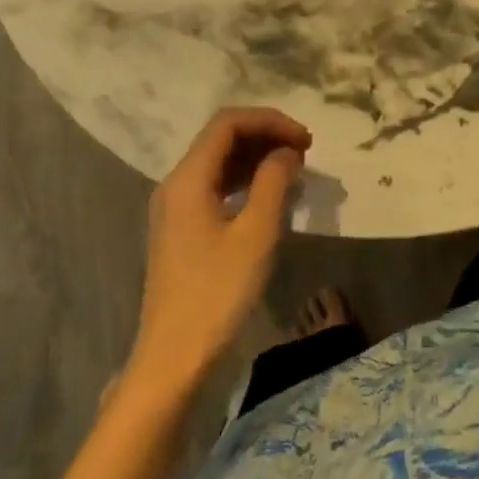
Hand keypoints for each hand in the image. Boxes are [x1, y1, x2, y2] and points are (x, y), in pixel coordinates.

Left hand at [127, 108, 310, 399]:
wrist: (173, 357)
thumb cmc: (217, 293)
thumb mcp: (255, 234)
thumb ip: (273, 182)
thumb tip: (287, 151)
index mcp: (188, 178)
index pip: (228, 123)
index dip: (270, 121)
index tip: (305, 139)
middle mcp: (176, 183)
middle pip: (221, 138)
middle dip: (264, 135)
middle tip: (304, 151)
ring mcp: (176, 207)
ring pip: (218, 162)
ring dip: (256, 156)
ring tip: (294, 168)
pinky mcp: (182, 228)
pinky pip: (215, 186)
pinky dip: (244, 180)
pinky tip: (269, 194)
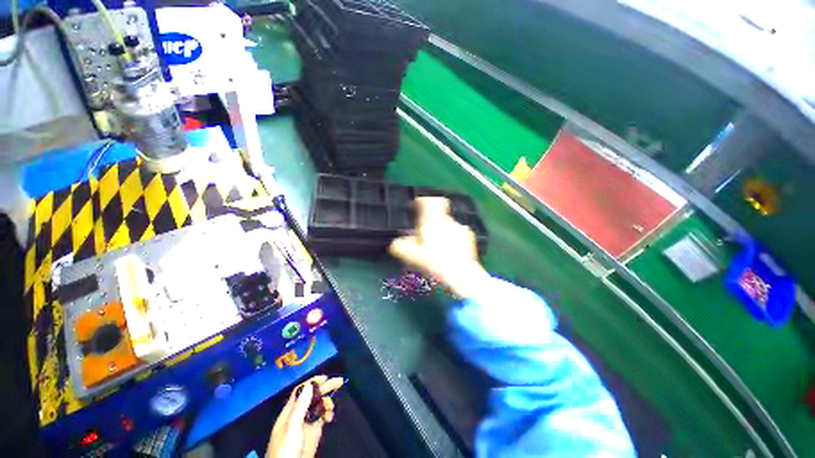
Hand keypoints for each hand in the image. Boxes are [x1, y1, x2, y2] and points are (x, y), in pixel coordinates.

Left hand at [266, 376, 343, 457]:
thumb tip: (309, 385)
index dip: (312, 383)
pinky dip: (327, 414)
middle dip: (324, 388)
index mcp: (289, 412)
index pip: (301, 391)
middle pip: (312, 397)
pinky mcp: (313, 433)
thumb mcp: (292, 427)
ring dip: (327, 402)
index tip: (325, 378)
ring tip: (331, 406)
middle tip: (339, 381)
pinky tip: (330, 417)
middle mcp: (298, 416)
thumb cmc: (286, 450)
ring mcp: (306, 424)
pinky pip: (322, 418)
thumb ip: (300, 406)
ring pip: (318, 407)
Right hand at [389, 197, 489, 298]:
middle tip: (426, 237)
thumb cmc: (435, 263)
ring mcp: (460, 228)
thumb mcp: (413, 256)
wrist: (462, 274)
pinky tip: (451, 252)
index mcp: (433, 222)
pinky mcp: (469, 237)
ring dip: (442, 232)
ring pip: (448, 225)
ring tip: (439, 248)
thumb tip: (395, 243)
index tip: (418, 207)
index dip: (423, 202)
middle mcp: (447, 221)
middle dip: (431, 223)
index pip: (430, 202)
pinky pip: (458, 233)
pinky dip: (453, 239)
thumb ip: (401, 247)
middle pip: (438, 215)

========================

WHAT THE EXERCISE ASKS
Each line from the one containing "index mcp: (433, 222)" to the close of the records must appear in the output exactly, and no other line.

ANSWER SPACE
index mcp: (433, 222)
pinky mcp: (469, 237)
ring dip: (442, 232)
ring pip: (448, 225)
ring tip: (439, 248)
thumb tip: (395, 243)
index tip: (418, 207)
index dip: (423, 202)
middle mcp: (447, 221)
middle dip: (431, 223)
index pip: (430, 202)
pinky pip: (458, 233)
pinky dip: (453, 239)
thumb ip: (401, 247)
middle pip: (438, 215)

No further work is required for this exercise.